If we conclude that Æcerbot and the Corvey Eostar-text have the same authentically pagan origin, this means that the field blessing goes back to an original Easter ritual and constitutes the main content of this festival. The field blessing ritual could be adapted on a smaller scale by anyone who owns a garden by a stride around the property, libation of mead or well-water and invocation of fertility for the plants of the garden. In folk tradition there is for example a formula that you say whilst putting twigs in the field’s corners, very similar to what is happening in the Æcerbot:
I crown you on holy Easter Day
So God (= originally Thor/Ostara?) may graciously protect you
From the damage of lightning and hail storms.
In Lithuania, the most important spring gods are Perkūnas and Goddess Žemyna. Even now, not only are traditions alive, but so are the songs and dances, meant for the Goddess Deivė – the maiden, and the God Viešpatis – dear father. Authors like M. Stryjkowsky, J. Lasicki, S. Daukantas and others have identified this invocation to the god Viešpatis:
Tu išvarai žiemą, parneši malonų pavasarį,
Su Tavimi ima žaliuoti laukai, sodai, miškai.
Prašome padauginti pasėtus javus,
O visas rauges teikis sutrypti.
You chase away winter, bringing a kindly spring
With you the fields, gardens and woods turn green.
We ask you to multiply the crops we’ve sowed
And trample the weeds under foot.
Afterwards, the sky is greeted and the earth is honored with beer and cake made of a few types of grain. Fire, water, and earth are worshipped. A painted egg (margutis) is divided between everyone. The shells – part of them are burned, part buried. Swinging on the swings starts as early as Užgavėnės, later on Velykos, Sekminės, Jorė and Rasa. Now it’s just entertainment for kids, but earlier older people were swinging too. It is believed that the higher swinging up in the Easter time, the higher the flax will be, the longer their fiber. The field processions might correspond to the one reported on by Tacitus regarding the Germanic Mother Earth, Nerthus:
There is nothing noteworthy about these tribes individually, but they share a common worship of Nerthus, or Mother Earth. They believe that she takes part in human affairs, riding in a chariot among her people. On an island of the sea stands an inviolate grove, in which, veiled with a cloth, is a chariot that none but the priest may touch. The priest can feel the presence of the goddess in this holy of holies, and attends her with deepest reverence as her chariot is drawn along by cows. Then follow days of rejoicing and merrymaking in every place that she condescends to visit and sojourn in. No one goes to war, no one takes up arms; every iron object is locked away. Then, and then only, are peace and quiet known and welco ned, until the goddess, when she has had enough of the society of men, is restored to her sacred precinct by the priest. After that, the chariot, the vestments, and (believe it if you will) the goddess herself, are cleansed in a secluded lake. This service is performed by slaves who are immediately afterwards drowned in the lake. Thus mystery begets terror and a pious reluctance to ask what that sight can be which is seen only by men doomed to die.

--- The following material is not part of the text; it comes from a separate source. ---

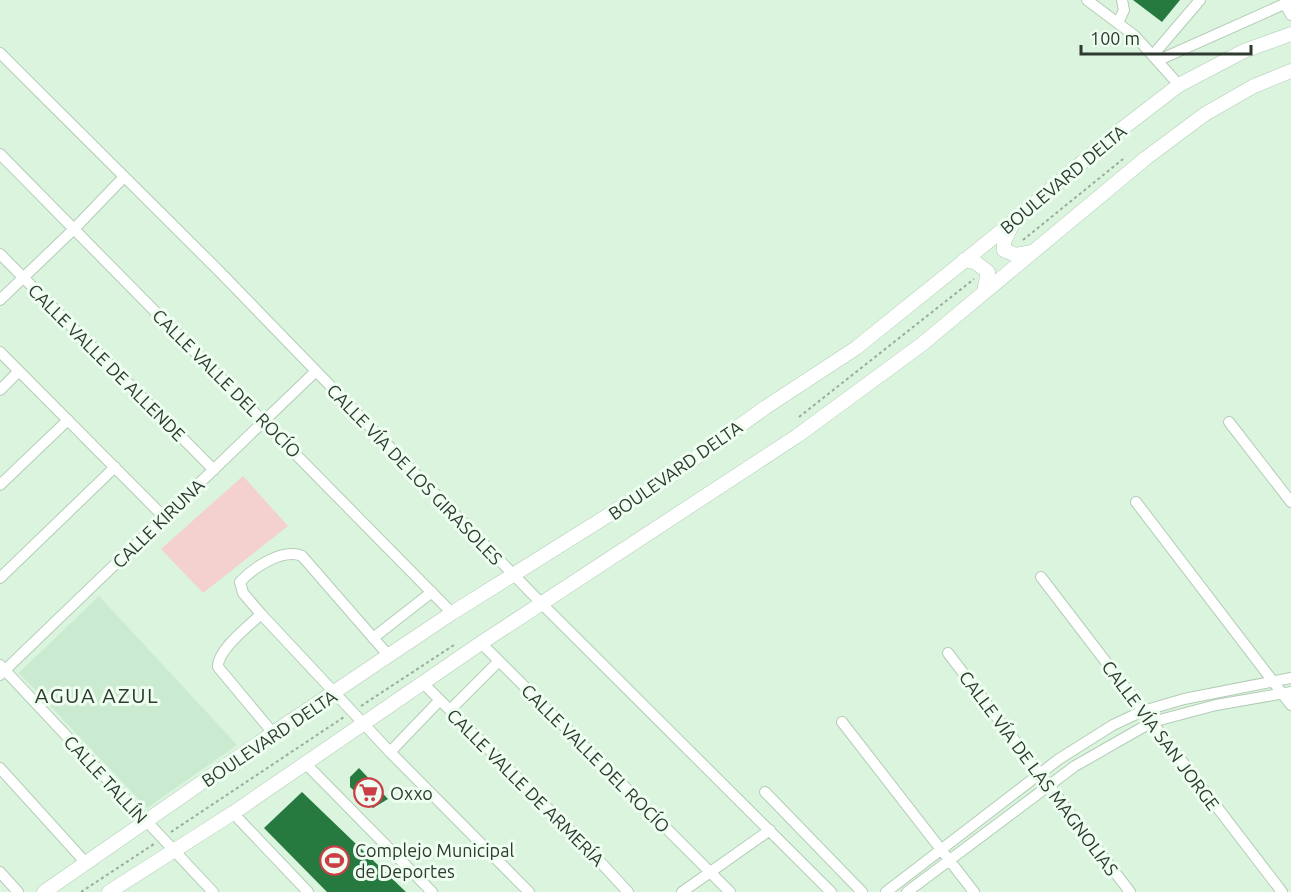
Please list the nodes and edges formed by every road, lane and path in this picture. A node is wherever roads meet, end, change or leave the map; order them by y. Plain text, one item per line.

According to a newspaper article from 1797 (Wernigerödisches Intelligenzblatt), people started going back to celebrate some kind of pagan Easter festival in the rural area around Wernigerode in central Germany in 1797, lighting fires on hill-tops in veneration to the goddess “Ostra.” So the memory of Ostara may have lived very long in unofficial folk belief. We have thus another piece of evidence of Ostra-Ostara existing on the continent. The fact that the pagan Germanics conveyed basically all their festivals with bonfires adds up to this. The custom of jumping over fires, which is often still done today, is among others performed at the Easter Fire. The rolling down of burning wheels from hilltops seems to reflect how the sun floods the valleys with her blissful solar power.
In the Lithuanian Velykos, the old fire of the winter is put out, and a new spring fire is lit up. The fire (Ugnis) is brought home from the fire of a sacred altar, the spring Perkūnas fire. According to P. Dundulienė, the first day of Velykos use to be called Ugnies (of fire) – when lalauninkai (singers) traveled through the towns. The second day, Perkūno; the third, Gegužės (May or cuckoo), and the fourth day, Ice Day, when no one should move on the earth.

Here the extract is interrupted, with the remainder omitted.